Kevin Rudd has turbocharged Labor’s vote, propelling it to equal favourite status for the election by eliminating virtually every advantage Tony Abbott had enjoyed over Julia Gillard.

The recycled Prime Minister has single-handedly wiped out the Coalition’s two-party preferred lead to be dead-level at 50-50, the monthly Fairfax-Nielsen poll has found.

Mr Rudd has also left Mr Abbott in his wake as preferred prime minister with 55 per cent of voters giving him the nod to just 41 per cent for the Opposition Leader. And the Prime Minister has become the first leader from either side in 2½ years to have more voters approving than disapproving of their performance.

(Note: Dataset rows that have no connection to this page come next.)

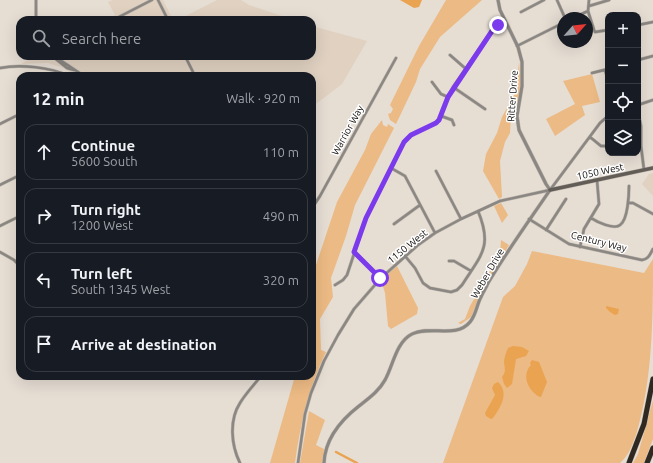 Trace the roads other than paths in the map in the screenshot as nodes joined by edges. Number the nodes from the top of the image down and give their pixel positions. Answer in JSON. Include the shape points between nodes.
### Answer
{"nodes":[{"id":1,"x":36,"y":0,"type":"edge"},
{"id":2,"x":152,"y":0,"type":"edge"},
{"id":3,"x":158,"y":0,"type":"edge"},
{"id":4,"x":498,"y":0,"type":"edge"},
{"id":5,"x":544,"y":0,"type":"edge"},
{"id":6,"x":557,"y":0,"type":"edge"},
{"id":7,"x":589,"y":0,"type":"edge"},
{"id":8,"x":609,"y":0,"type":"edge"},
{"id":9,"x":589,"y":6,"type":"junction"},
{"id":10,"x":588,"y":11,"type":"joint"},
{"id":11,"x":521,"y":12,"type":"dead end"},
{"id":12,"x":563,"y":12,"type":"edge"},
{"id":13,"x":36,"y":16,"type":"edge"},
{"id":14,"x":121,"y":16,"type":"edge"},
{"id":15,"x":166,"y":16,"type":"edge"},
{"id":16,"x":505,"y":21,"type":"junction"},
{"id":17,"x":653,"y":22,"type":"edge"},
{"id":18,"x":641,"y":24,"type":"edge"},
{"id":19,"x":557,"y":26,"type":"edge"},
{"id":20,"x":605,"y":30,"type":"edge"},
{"id":21,"x":517,"y":46,"type":"junction"},
{"id":22,"x":450,"y":56,"type":"dead end"},
{"id":23,"x":653,"y":56,"type":"edge"},
{"id":24,"x":396,"y":58,"type":"dead end"},
{"id":25,"x":641,"y":59,"type":"edge"},
{"id":26,"x":57,"y":60,"type":"edge"},
{"id":27,"x":188,"y":60,"type":"edge"},
{"id":28,"x":0,"y":68,"type":"edge"},
{"id":29,"x":466,"y":69,"type":"junction"},
{"id":30,"x":605,"y":69,"type":"edge"},
{"id":31,"x":60,"y":72,"type":"edge"},
{"id":32,"x":77,"y":72,"type":"edge"},
{"id":33,"x":193,"y":72,"type":"edge"},
{"id":34,"x":592,"y":73,"type":"dead end"},
{"id":35,"x":432,"y":82,"type":"dead end"},
{"id":36,"x":453,"y":87,"type":"junction"},
{"id":37,"x":448,"y":97,"type":"junction"},
{"id":38,"x":653,"y":100,"type":"edge"},
{"id":39,"x":641,"y":104,"type":"edge"},
{"id":40,"x":484,"y":109,"type":"dead end"},
{"id":41,"x":16,"y":116,"type":"edge"},
{"id":42,"x":441,"y":116,"type":"junction"},
{"id":43,"x":605,"y":119,"type":"edge"},
{"id":44,"x":640,"y":120,"type":"edge"},
{"id":45,"x":0,"y":124,"type":"edge"},
{"id":46,"x":454,"y":125,"type":"dead end"},
{"id":47,"x":590,"y":137,"type":"junction"},
{"id":48,"x":605,"y":146,"type":"edge"},
{"id":49,"x":392,"y":168,"type":"junction"},
{"id":50,"x":653,"y":168,"type":"edge"},
{"id":51,"x":644,"y":170,"type":"junction"},
{"id":52,"x":436,"y":171,"type":"dead end"},
{"id":53,"x":16,"y":177,"type":"edge"},
{"id":54,"x":597,"y":180,"type":"junction"},
{"id":55,"x":0,"y":186,"type":"edge"},
{"id":56,"x":629,"y":186,"type":"dead end"},
{"id":57,"x":550,"y":190,"type":"junction"},
{"id":58,"x":566,"y":199,"type":"dead end"},
{"id":59,"x":316,"y":202,"type":"edge"},
{"id":60,"x":628,"y":203,"type":"junction"},
{"id":61,"x":420,"y":204,"type":"junction"},
{"id":62,"x":478,"y":211,"type":"junction"},
{"id":63,"x":653,"y":214,"type":"edge"},
{"id":64,"x":16,"y":218,"type":"edge"},
{"id":65,"x":591,"y":218,"type":"junction"},
{"id":66,"x":461,"y":219,"type":"junction"},
{"id":67,"x":530,"y":219,"type":"junction"},
{"id":68,"x":394,"y":224,"type":"dead end"},
{"id":69,"x":0,"y":226,"type":"edge"},
{"id":70,"x":546,"y":230,"type":"junction"},
{"id":71,"x":435,"y":233,"type":"junction"},
{"id":72,"x":580,"y":247,"type":"junction"},
{"id":73,"x":653,"y":248,"type":"edge"},
{"id":74,"x":0,"y":252,"type":"edge"},
{"id":75,"x":354,"y":252,"type":"junction"},
{"id":76,"x":405,"y":256,"type":"junction"},
{"id":77,"x":449,"y":261,"type":"dead end"},
{"id":78,"x":16,"y":262,"type":"edge"},
{"id":79,"x":471,"y":271,"type":"junction"},
{"id":80,"x":380,"y":278,"type":"junction"},
{"id":81,"x":335,"y":285,"type":"dead end"},
{"id":82,"x":258,"y":380,"type":"edge"},
{"id":83,"x":653,"y":380,"type":"edge"},
{"id":84,"x":653,"y":448,"type":"edge"},
{"id":85,"x":240,"y":463,"type":"edge"},
{"id":86,"x":298,"y":463,"type":"edge"},
{"id":87,"x":324,"y":463,"type":"edge"},
{"id":88,"x":629,"y":463,"type":"edge"},
{"id":89,"x":647,"y":463,"type":"edge"}],
"edges":[{"from":1,"to":13,"type":"street"},
{"from":2,"to":14,"type":"street"},
{"from":3,"to":15,"type":"street"},
{"from":4,"to":16,"type":"street","name":"Ritter Drive"},
{"from":5,"to":11,"type":"street"},
{"from":6,"to":12,"type":"street"},
{"from":7,"to":9,"type":"street"},
{"from":8,"to":9,"type":"street"},
{"from":9,"to":10,"type":"street"},
{"from":10,"to":20,"type":"street","via":[[595,32]]},
{"from":16,"to":21,"type":"street","name":"Ritter Drive"},
{"from":16,"to":29,"type":"street","via":[[494,28]]},
{"from":17,"to":18,"type":"street"},
{"from":19,"to":21,"type":"street"},
{"from":21,"to":57,"type":"street","name":"Ritter Drive","via":[[522,62],[522,86],[517,116],[519,130]]},
{"from":22,"to":29,"type":"street"},
{"from":23,"to":25,"type":"street"},
{"from":24,"to":59,"type":"street","name":"Warrior Way"},
{"from":26,"to":32,"type":"street"},
{"from":27,"to":33,"type":"street"},
{"from":28,"to":31,"type":"street","via":[[43,68]]},
{"from":29,"to":36,"type":"street"},
{"from":30,"to":34,"type":"street"},
{"from":35,"to":37,"type":"street","via":[[441,94]]},
{"from":36,"to":37,"type":"street"},
{"from":36,"to":40,"type":"street"},
{"from":37,"to":42,"type":"street"},
{"from":38,"to":39,"type":"street"},
{"from":41,"to":45,"type":"street"},
{"from":42,"to":46,"type":"street","via":[[452,120]]},
{"from":42,"to":49,"type":"street","via":[[436,123],[407,139]]},
{"from":43,"to":47,"type":"street"},
{"from":44,"to":51,"type":"street"},
{"from":47,"to":48,"type":"street"},
{"from":47,"to":57,"type":"street"},
{"from":49,"to":61,"type":"street","via":[[405,176]]},
{"from":49,"to":75,"type":"street","via":[[366,218]]},
{"from":50,"to":51,"type":"main road","name":"1050 West"},
{"from":51,"to":54,"type":"main road","name":"1050 West"},
{"from":52,"to":66,"type":"street"},
{"from":53,"to":55,"type":"street"},
{"from":54,"to":57,"type":"main road","name":"1050 West"},
{"from":54,"to":65,"type":"street","via":[[599,204]]},
{"from":56,"to":60,"type":"street"},
{"from":57,"to":62,"type":"street","name":"1150 West","via":[[500,201]]},
{"from":57,"to":67,"type":"street","name":"Weber Drive"},
{"from":58,"to":70,"type":"street"},
{"from":60,"to":63,"type":"street","via":[[633,203]]},
{"from":60,"to":65,"type":"street","via":[[623,222],[616,227]]},
{"from":61,"to":68,"type":"street"},
{"from":61,"to":71,"type":"street"},
{"from":62,"to":66,"type":"street","name":"1150 West"},
{"from":62,"to":79,"type":"street","via":[[482,220],[485,246]]},
{"from":64,"to":69,"type":"street"},
{"from":65,"to":72,"type":"street","via":[[584,229]]},
{"from":66,"to":71,"type":"street","name":"1150 West"},
{"from":67,"to":70,"type":"street","name":"Century Way"},
{"from":67,"to":87,"type":"street","name":"Weber Drive","via":[[484,290],[472,320],[459,329],[422,331],[404,340],[380,388],[336,429],[328,443]]},
{"from":70,"to":72,"type":"street","name":"Century Way","via":[[567,243]]},
{"from":71,"to":76,"type":"street","name":"1150 West"},
{"from":72,"to":73,"type":"street","name":"Century Way","via":[[642,260],[646,260]]},
{"from":74,"to":78,"type":"street"},
{"from":75,"to":80,"type":"street"},
{"from":75,"to":81,"type":"street","via":[[347,275]]},
{"from":76,"to":79,"type":"street","via":[[423,284],[430,288],[451,292],[457,290]]},
{"from":76,"to":80,"type":"street","name":"1150 West"},
{"from":77,"to":79,"type":"street","via":[[454,261]]},
{"from":80,"to":86,"type":"street","name":"1150 West","via":[[354,309],[324,361],[305,414]]},
{"from":82,"to":85,"type":"street","via":[[239,404],[234,417],[234,447]]},
{"from":83,"to":88,"type":"highway","via":[[644,424]]},
{"from":84,"to":89,"type":"highway"}]}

At plus-8 per cent, Mr Rudd convincingly leads Mr Abbott, whose net rating has drifted south to be minus-15 per cent.

The monthly survey of voting intentions shows a tidal shift of support back to Labor, its share of the two-party-preferred vote jumping 7 percentage points, and the Coalition’s share dropping by the same amount.

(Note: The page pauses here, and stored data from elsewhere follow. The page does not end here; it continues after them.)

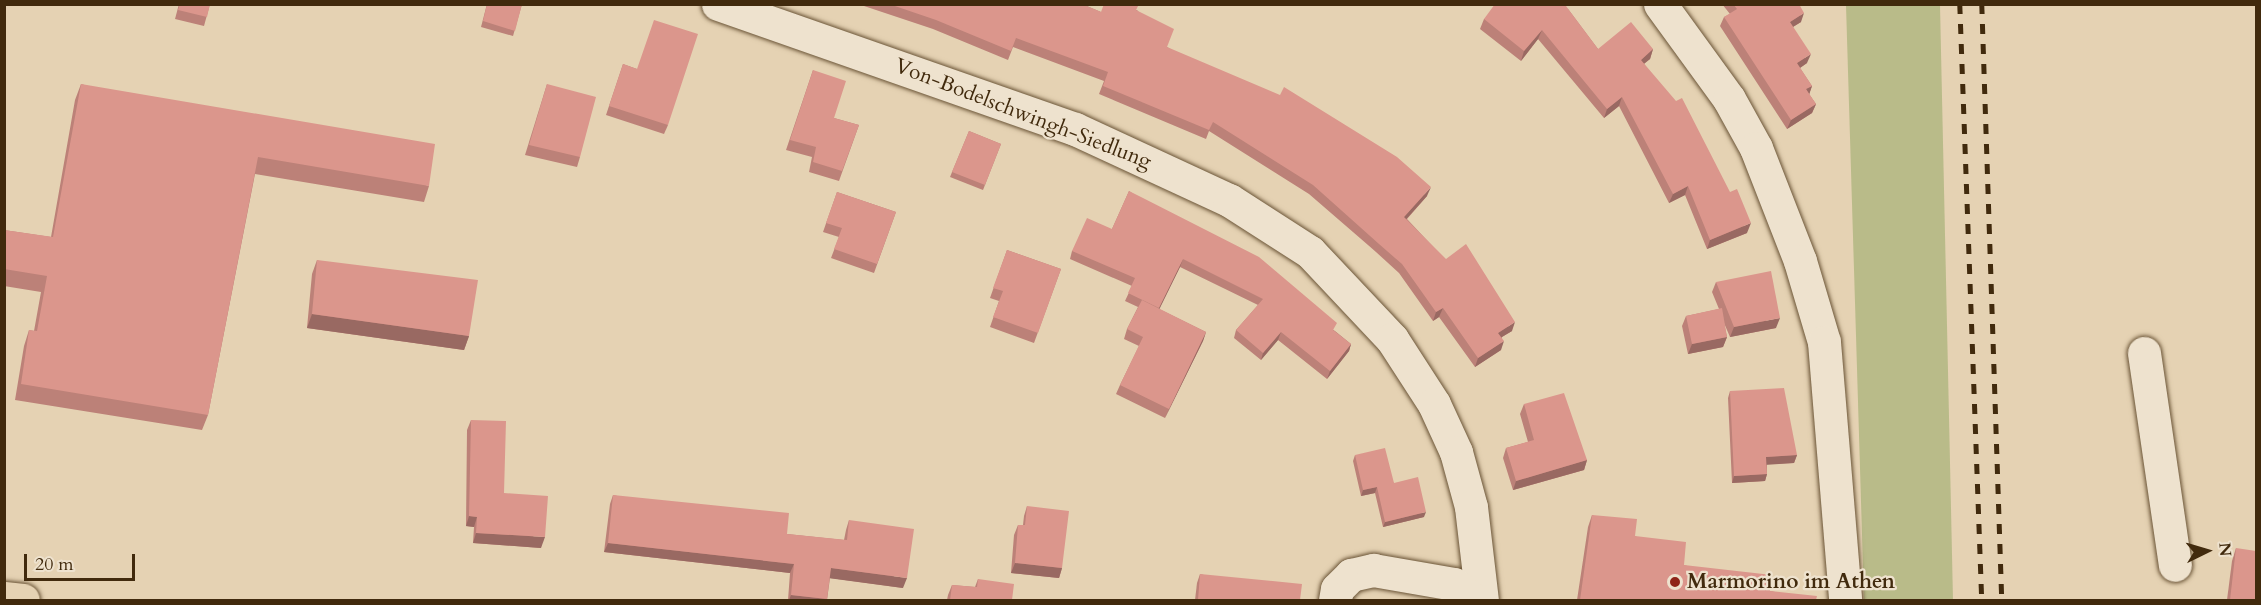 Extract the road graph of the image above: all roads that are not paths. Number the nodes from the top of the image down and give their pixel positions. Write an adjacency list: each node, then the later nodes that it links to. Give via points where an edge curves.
1 (717, 4): 9 (street, Von-Bodelschwingh-Siedlung, via 1074,129 1229,200 1310,252 1392,339 1434,404 1456,452 1471,507)
2 (1660, 4): 10 (street, via 1735,109 1800,261 1824,342)
3 (2144, 353): 4 (street)
4 (2175, 565)
5 (4, 598): 6 (main road)
6 (23, 600)
7 (1335, 600): 8 (street, via 1336,589 1351,575 1373,570 1454,584)
8 (1474, 600)
9 (1482, 600)
10 (1845, 600) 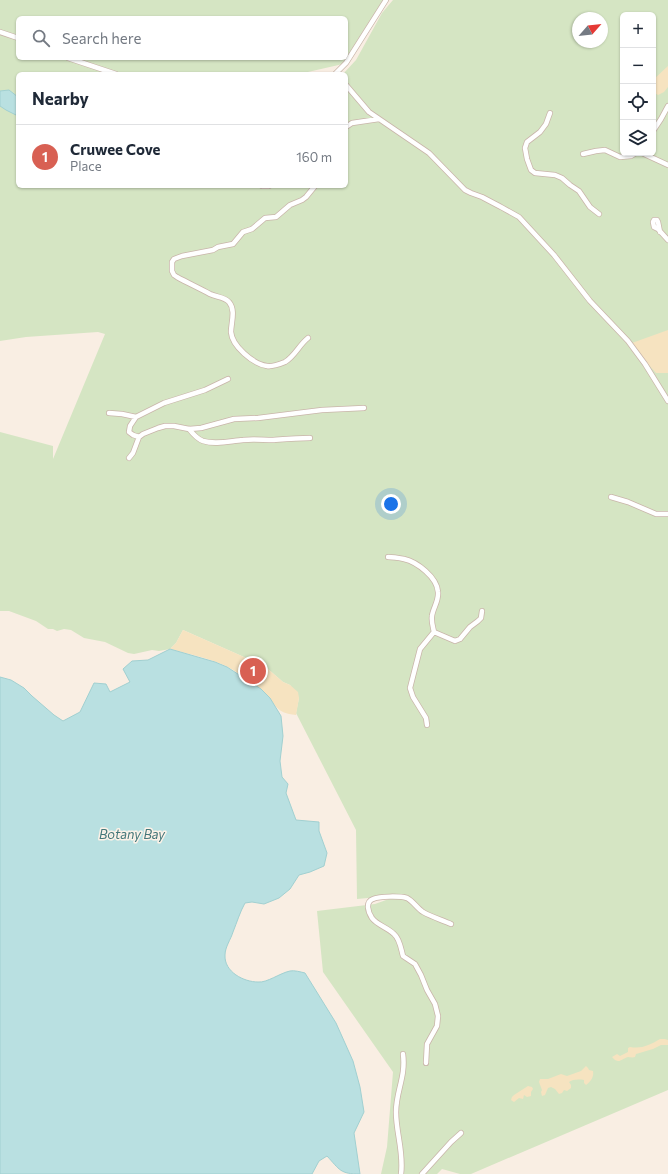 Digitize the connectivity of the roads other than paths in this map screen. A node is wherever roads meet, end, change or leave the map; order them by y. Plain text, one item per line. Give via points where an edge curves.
1 (386, 0) edge
2 (0, 32) edge
3 (16, 37) edge
4 (74, 60) edge
5 (348, 60) edge
6 (348, 60) edge
7 (110, 72) edge
8 (338, 72) edge
9 (348, 87) edge
10 (668, 106) edge
11 (550, 112) dead end
12 (380, 119) junction
13 (348, 126) edge
14 (656, 127) edge
15 (583, 154) dead end
16 (631, 156) edge
17 (648, 156) edge
18 (668, 165) edge
19 (313, 188) edge
20 (599, 214) dead end
21 (660, 232) dead end
22 (668, 240) edge
23 (308, 338) dead end
24 (228, 379) dead end
25 (668, 401) edge
26 (364, 408) dead end
27 (109, 414) dead end
28 (136, 417) junction
29 (189, 429) junction
30 (139, 437) junction
31 (310, 438) dead end
32 (129, 458) dead end
33 (611, 497) dead end
34 (668, 514) edge
35 (388, 557) dead end
36 (482, 611) dead end
37 (434, 632) junction
38 (427, 725) dead end
39 (452, 924) dead end
40 (404, 1054) dead end
41 (426, 1063) dead end
42 (461, 1133) dead end
43 (401, 1174) edge
44 (422, 1174) edge

1 - 5 lane
2 - 3 lane
4 - 7 lane
6 - 8 lane
9 - 12 lane via 369,112
10 - 14 lane
11 - 20 lane via 546,124 527,142 525,148 531,170 562,178 579,191 590,207
12 - 13 lane
12 - 25 lane via 429,153 465,190 519,217 554,255 590,301 628,341 646,364
15 - 16 lane via 603,150 620,157
17 - 18 lane
19 - 23 lane via 306,197 290,204 276,217 265,218 244,232 233,244 182,256 174,259 171,267 177,277 230,303 233,313 231,332 235,342 244,354 260,364 271,366 285,362
21 - 22 lane
24 - 28 lane via 205,390 164,403
26 - 29 lane via 234,419
27 - 28 lane
28 - 30 lane via 130,426 130,432
29 - 30 lane via 165,426
29 - 31 lane via 201,440 209,442
30 - 32 lane
33 - 34 lane via 656,514
35 - 37 lane via 405,559 432,577 438,592 432,617
36 - 37 lane via 478,621 458,640
37 - 38 lane via 420,649 410,688 426,718
39 - 41 lane via 425,913 404,897 373,899 369,903 371,917 395,934 403,956 415,964 435,1004 438,1016 427,1044
40 - 43 lane via 404,1071 396,1113 402,1159
42 - 44 lane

It comes as Labor signals plans to scrap the carbon tax by going to a floating price a year early, ( Tim Blair, Telegraph: Shallow grave for ugly, unloved cast-off carbon ) and as it may reverse other unpopular Gillard-era decisions.

The poll is likely to fuel a renewed focus on Mr Abbott’s low popularity and coincides with an admission by Malcolm Turnbull, the man Mr Abbott replaced as leader, that he is more popular.

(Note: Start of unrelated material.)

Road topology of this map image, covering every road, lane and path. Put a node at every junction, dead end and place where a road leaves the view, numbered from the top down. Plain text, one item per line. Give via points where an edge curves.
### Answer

‘‘There are a lot of people out there who would rather I was leading the Liberal Party; it is ridiculous to deny that that’s not happening,’’ he told the Nine Network.

Much of the Labor recovery has come in NSW and Queensland, where the ALP brand has suffered most in recent years but where the potential exists to make the seat gains needed to secure a third term.

Labor’s primary vote was a statistically significant 40 per cent in NSW and 42 per cent in Queensland. Its bounce-back comes despite the Coalition being more trusted to manage the asylum seeker issue with 20 per cent more voters favouring Mr Abbott’s uncompromising ‘‘stop the boats’’ approach.

While the Coalition’s primary vote has fallen three points since June to 44 per cent, Labor’s has leapt by a staggering 10 points to 39 per cent, according to the survey of 1400 voters taken from July 11 to 13.

On a two-party-preferred basis, the main parties are locked at 50-50 – a situation pollster John Stirton described as ‘‘too close to call’’.

The Greens also lost ground to Labor, the minor party’s 12 per cent primary vote at the 2010 election slumping to 9 per cent – a two point deterioration since June.